Они продолжают путь, мальчик молчит скептически. Ещё можно было нарисовать фантастические деревья в сентябре, тётка вот говорит, что лучше всего получилась рябина; повесила её над холодильником; можно, пожалуй, нарисовать даже эти лысые кусты и небо над ними, если постараться; но как нарисовать ту великую правду, что человек в чёрной кожаной куртке одним выстрелом сжёг Мир?…

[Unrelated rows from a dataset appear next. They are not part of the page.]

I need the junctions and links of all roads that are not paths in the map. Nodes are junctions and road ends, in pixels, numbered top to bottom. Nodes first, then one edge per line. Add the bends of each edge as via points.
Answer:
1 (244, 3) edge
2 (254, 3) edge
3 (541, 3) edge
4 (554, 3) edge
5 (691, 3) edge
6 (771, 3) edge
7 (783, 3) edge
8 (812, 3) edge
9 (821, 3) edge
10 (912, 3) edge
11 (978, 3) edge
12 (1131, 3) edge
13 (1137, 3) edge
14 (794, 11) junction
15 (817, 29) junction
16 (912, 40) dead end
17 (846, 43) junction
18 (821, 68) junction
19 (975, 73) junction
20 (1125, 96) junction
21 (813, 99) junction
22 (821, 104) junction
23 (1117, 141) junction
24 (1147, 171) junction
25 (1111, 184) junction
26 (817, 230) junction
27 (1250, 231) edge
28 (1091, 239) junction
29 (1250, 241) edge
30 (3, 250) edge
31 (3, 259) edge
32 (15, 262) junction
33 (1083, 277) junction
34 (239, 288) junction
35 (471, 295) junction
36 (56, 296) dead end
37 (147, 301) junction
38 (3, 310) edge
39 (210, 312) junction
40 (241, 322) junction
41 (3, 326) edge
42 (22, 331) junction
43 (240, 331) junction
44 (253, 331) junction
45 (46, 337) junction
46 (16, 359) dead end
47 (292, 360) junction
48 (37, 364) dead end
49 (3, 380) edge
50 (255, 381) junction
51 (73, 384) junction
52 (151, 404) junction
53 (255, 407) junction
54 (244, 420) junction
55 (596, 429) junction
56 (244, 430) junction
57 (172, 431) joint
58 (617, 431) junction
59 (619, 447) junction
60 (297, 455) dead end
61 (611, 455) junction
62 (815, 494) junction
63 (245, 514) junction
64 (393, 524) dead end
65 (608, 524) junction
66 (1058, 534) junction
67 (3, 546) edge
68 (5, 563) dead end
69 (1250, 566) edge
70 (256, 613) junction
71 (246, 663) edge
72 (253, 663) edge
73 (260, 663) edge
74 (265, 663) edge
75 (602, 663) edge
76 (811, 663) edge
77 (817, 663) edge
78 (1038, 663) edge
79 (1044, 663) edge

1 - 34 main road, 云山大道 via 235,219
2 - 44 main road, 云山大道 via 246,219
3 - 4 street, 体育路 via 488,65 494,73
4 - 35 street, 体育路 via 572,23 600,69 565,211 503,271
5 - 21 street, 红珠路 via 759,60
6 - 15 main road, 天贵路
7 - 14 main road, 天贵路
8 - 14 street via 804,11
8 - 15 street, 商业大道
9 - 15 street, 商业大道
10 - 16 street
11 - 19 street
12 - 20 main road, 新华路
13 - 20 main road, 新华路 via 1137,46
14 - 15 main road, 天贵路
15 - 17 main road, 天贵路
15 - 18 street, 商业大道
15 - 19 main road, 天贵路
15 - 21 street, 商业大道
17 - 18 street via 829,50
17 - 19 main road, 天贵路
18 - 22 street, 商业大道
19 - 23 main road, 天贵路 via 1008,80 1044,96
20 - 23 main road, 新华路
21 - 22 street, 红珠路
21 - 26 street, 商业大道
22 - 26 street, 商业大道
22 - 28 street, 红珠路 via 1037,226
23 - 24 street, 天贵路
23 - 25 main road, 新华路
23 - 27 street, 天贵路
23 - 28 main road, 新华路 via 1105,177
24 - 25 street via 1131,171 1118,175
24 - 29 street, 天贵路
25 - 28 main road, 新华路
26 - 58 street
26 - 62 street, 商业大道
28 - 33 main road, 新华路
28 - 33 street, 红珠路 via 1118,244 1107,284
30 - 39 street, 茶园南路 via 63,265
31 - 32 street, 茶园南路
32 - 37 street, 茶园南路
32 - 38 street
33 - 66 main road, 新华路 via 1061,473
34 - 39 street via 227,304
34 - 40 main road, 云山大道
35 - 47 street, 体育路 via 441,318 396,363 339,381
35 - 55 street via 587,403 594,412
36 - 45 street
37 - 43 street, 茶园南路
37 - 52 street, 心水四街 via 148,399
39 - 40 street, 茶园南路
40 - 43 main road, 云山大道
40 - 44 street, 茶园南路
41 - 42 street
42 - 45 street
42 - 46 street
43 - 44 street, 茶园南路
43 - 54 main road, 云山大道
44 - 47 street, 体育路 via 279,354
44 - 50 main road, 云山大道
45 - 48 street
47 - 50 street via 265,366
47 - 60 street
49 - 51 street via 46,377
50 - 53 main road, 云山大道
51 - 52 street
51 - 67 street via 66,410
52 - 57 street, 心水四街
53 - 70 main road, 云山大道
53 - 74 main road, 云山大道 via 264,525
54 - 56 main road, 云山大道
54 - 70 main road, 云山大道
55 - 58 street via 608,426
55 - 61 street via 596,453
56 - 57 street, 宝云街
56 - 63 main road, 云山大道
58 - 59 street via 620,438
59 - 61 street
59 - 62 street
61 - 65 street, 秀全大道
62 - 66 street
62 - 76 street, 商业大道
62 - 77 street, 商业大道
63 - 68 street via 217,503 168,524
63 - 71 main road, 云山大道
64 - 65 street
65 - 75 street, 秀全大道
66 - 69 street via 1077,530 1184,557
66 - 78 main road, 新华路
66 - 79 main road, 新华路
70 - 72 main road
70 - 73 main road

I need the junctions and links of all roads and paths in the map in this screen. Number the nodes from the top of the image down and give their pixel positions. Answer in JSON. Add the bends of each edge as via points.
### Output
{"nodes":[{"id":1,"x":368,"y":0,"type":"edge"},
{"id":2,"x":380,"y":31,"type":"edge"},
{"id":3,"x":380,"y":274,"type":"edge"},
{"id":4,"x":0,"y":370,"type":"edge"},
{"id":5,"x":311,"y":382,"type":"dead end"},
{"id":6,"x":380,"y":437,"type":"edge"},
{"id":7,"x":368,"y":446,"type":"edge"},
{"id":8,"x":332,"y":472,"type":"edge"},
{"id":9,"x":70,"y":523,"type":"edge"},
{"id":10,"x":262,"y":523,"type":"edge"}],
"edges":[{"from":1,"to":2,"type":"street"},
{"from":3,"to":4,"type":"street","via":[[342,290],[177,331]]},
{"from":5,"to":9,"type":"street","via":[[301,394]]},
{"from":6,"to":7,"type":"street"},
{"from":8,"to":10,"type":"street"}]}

Перед самыми домами А. говорит: “Раньше у тебя не было таких трудных задач. Но ведь ты не трус; ты будешь пробовать, учиться, может быть, несколько лет, и всё-таки победишь в конце. – И не ходи в бомжатники, потому что ружьё у того мужика настоящее, порох и пули тоже. Подстрелил собаку, в тебя тем более не промахнётся. Не нарывайся; а я на этот раз тётке не скажу.”

Вечером позвонит строительным авантюристам и заставит их кое-что понять. – Ничего особенного; просто, что рождественские каникулы ребёнок должен провести дома. И это им уже казалось не в подъём, они упомянули раз или два за последний месяц, что на каникулах обязаны сильно продвинуть ремонт второго этажа и т. д. Всё прошедшее лето мальчик, неприкаянный, прошлялся по пустырю. Уже месяца два, как родители перестали забирать его на выходные. Так что коротенькую передышку он заслужил. А сейчас к ментам!

* * *

…Л. из окна, не отвечая тётке, следит, как его учительница спешит к шоссе.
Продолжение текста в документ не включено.